• _AIM OF THE EXERCISE_:
Should a line in the entries below contain "junction", return that line.

• _DATA PROVIDED_:
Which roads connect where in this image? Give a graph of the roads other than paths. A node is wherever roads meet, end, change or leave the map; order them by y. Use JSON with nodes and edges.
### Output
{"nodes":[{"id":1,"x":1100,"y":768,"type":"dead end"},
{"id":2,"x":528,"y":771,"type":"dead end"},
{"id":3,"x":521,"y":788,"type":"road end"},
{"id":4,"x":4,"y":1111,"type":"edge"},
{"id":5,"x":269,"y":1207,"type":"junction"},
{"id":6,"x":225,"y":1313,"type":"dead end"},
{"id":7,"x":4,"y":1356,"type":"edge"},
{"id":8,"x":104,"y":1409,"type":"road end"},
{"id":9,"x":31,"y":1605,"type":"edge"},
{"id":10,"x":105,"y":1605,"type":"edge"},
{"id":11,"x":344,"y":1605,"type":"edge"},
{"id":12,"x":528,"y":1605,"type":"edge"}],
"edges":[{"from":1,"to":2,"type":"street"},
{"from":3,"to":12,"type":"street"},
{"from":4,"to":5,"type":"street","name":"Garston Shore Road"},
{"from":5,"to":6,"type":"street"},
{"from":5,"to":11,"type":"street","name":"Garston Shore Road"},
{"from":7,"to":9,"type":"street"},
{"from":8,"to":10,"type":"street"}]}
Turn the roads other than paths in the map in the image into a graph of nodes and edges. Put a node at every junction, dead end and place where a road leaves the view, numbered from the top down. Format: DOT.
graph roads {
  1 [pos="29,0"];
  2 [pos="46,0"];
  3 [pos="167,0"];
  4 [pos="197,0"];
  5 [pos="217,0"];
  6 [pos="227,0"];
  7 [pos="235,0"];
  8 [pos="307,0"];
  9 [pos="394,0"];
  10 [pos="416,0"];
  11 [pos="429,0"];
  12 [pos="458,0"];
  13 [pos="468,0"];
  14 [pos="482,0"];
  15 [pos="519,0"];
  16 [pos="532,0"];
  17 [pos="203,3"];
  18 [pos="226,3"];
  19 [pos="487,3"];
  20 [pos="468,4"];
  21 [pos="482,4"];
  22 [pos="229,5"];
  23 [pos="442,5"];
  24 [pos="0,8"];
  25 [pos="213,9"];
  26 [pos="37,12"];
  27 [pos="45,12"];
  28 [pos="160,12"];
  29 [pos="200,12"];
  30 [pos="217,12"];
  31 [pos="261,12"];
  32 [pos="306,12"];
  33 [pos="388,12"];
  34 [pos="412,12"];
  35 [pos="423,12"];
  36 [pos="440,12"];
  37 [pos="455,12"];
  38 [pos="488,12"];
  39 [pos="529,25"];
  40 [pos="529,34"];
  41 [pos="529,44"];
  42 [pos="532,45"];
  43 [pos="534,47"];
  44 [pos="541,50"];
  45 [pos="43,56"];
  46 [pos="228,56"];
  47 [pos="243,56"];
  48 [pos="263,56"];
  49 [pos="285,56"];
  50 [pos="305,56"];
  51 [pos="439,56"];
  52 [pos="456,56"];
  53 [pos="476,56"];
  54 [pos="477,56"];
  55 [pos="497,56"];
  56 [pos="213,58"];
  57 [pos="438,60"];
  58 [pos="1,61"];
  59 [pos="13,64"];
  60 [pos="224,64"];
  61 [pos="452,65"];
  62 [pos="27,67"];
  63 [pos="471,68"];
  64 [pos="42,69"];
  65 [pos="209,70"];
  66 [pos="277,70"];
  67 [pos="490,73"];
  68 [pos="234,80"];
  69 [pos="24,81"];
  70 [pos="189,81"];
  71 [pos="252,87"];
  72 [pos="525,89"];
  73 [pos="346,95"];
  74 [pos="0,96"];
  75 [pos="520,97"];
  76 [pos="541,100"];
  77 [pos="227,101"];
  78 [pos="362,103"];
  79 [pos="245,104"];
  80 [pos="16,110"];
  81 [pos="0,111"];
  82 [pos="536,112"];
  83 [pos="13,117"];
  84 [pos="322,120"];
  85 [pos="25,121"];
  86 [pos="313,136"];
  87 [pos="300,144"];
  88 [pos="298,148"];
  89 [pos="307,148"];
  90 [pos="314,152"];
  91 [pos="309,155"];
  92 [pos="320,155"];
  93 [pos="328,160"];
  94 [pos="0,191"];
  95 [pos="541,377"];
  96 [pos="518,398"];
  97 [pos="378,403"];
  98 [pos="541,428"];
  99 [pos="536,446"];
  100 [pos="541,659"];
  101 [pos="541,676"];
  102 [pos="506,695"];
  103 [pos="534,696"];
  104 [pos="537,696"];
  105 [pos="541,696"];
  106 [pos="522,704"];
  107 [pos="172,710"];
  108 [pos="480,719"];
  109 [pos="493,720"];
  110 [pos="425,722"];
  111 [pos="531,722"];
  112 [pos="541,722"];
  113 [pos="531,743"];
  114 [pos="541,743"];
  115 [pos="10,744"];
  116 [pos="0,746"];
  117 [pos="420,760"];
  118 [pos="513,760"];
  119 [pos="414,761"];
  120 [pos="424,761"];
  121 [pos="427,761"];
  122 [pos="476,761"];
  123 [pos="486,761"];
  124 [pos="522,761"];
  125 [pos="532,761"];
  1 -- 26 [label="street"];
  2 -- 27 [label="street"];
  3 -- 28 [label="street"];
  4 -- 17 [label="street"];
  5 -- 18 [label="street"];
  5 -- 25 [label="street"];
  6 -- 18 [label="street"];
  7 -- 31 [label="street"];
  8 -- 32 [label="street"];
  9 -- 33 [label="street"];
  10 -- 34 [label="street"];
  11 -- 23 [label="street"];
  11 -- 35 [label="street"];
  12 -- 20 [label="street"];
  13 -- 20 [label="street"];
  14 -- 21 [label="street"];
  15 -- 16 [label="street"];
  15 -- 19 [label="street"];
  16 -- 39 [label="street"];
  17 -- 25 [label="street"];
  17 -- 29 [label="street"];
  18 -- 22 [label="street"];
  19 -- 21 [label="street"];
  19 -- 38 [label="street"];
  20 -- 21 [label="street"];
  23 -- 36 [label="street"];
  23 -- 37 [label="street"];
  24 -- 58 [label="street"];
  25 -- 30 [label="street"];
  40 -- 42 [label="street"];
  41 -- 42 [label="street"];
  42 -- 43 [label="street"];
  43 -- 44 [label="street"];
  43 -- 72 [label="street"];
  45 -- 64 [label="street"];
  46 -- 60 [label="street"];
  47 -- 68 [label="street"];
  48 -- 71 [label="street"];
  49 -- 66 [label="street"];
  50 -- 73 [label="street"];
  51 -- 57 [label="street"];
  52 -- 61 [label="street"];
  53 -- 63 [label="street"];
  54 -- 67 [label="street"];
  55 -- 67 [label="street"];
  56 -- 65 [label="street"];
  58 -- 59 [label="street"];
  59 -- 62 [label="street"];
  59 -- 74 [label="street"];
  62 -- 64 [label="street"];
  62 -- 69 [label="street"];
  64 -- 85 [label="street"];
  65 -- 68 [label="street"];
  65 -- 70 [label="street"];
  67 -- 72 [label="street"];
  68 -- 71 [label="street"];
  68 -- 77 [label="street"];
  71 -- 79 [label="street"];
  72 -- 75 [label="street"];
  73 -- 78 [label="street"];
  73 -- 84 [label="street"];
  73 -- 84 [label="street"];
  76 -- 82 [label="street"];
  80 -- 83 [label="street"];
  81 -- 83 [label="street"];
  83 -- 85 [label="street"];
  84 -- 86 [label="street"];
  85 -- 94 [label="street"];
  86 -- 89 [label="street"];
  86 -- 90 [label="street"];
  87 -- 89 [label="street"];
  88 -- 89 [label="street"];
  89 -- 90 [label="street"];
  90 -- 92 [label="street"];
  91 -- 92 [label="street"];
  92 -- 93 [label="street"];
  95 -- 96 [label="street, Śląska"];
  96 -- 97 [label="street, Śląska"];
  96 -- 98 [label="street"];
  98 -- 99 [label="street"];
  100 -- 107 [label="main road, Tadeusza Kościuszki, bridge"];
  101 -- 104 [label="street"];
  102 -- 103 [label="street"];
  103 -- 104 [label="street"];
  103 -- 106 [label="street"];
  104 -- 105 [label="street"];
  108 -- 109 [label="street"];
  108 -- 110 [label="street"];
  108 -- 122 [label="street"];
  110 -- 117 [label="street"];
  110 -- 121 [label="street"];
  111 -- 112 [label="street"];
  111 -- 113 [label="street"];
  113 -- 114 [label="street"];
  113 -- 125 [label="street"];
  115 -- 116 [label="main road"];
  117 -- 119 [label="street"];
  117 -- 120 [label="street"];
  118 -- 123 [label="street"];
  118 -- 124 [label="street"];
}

• _SOLVED EXERCISE_:
{"id":5,"x":269,"y":1207,"type":"junction"},
Turn the roads other than paths in the map in the image into a graph of nodes and edges. Put a node at every junction, dead end and place where a road leaves the view, numbered from the top down. Format: DOT.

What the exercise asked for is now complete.